On July 22nd via his PostClassic blog, Kyle Gann published a post titled “One Less Critic,” more or less announcing his retirement from music criticism. Writing for nearly thirty years in a number of publications, notably the Village Voice and Chamber Music Magazine, Gann has been a thoughtful, often provoking, and even, occasionally, a polarizing figure in discourse about contemporary classical music. He’s also been active in a number of other activities, first and foremost as an imaginative composer, a professor at Bard College, and a musicologist who’s published articles and books on a wide range of composers, including minimalists, microtonalists, Conlon Nancarrow, and John Cage. His book on Robert Ashley will be published this fall.
In his blog post, Gann writes, “Criticism is a noble profession, or could be if we took it seriously enough and applied rigorous standards to it, but you get pigeonholed as a bystander, someone valued for your perspective on others rather than for your own potential contributions.”

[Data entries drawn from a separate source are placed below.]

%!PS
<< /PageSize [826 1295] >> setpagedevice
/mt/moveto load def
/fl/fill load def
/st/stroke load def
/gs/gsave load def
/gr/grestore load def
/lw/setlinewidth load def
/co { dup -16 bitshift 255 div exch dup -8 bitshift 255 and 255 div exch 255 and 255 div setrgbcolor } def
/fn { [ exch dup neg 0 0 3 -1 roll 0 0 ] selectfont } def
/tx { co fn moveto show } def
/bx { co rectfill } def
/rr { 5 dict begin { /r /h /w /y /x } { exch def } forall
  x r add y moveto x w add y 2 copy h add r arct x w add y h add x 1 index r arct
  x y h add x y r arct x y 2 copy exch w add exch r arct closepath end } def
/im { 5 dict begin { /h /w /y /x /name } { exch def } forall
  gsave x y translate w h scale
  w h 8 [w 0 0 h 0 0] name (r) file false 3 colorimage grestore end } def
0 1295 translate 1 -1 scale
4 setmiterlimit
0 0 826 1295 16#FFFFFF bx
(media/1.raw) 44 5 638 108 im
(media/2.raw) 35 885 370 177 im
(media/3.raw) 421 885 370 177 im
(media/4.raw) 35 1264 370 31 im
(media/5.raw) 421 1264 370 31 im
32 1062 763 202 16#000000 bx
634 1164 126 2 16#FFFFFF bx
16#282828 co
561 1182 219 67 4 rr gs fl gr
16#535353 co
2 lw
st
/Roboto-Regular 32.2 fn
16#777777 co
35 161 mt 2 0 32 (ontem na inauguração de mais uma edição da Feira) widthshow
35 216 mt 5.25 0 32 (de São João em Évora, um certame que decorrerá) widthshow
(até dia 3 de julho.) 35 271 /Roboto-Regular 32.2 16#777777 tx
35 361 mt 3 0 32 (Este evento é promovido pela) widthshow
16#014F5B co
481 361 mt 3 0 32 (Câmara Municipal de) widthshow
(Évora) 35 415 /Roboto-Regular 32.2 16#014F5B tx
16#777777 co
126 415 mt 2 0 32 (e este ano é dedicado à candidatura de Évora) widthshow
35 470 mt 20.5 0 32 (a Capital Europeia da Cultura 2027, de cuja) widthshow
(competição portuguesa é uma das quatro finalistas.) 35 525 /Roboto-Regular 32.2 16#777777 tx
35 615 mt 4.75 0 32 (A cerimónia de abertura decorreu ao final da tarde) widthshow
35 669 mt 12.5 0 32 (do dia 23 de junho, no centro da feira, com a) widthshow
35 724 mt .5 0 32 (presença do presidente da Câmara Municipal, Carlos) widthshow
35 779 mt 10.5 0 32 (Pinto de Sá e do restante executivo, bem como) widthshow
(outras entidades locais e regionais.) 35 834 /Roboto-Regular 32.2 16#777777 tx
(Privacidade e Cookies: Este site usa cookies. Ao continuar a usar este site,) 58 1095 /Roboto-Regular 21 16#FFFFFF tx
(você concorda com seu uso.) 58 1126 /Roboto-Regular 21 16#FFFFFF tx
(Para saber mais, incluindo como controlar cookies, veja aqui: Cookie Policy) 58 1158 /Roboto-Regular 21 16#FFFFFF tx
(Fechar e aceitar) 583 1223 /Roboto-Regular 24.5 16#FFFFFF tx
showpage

He’s not the first composer/critic to voice these concerns. It’s fair to say that those who write about others’ music potentially imperil their own. One’s advancement in a career as a creative and/or performing artist often involves blunting their candor and, upon occasion, judiciously withholding their opinions, delicacies which a writer (at least, an honest writer) can ill afford.
Certainly, I haven’t always agreed with Gann’s assessment of the musical landscape. In 1997, I first read his essay on 12-tone composers in academia, in which he likened those in grad programs studying with Wuorinen and Carter to be a wasted generation of composers, like lemmings leaping to their (artistic) deaths. At that time, I was a Ph.D. candidate at Rutgers: studying with Wuorinen and writing a dissertation on Carter! I didn’t transfer or change my topic.
That said, I respect Gann’s formidable intellect and, even when it stings a little, his candor. I hope that during his “retirement” from criticism, he will find many new opportunities provided to him as a composer. In the spirit of bygones being bygones, maybe some of them will be in collaboration with ensembles that, back in the day, got a rough review from him!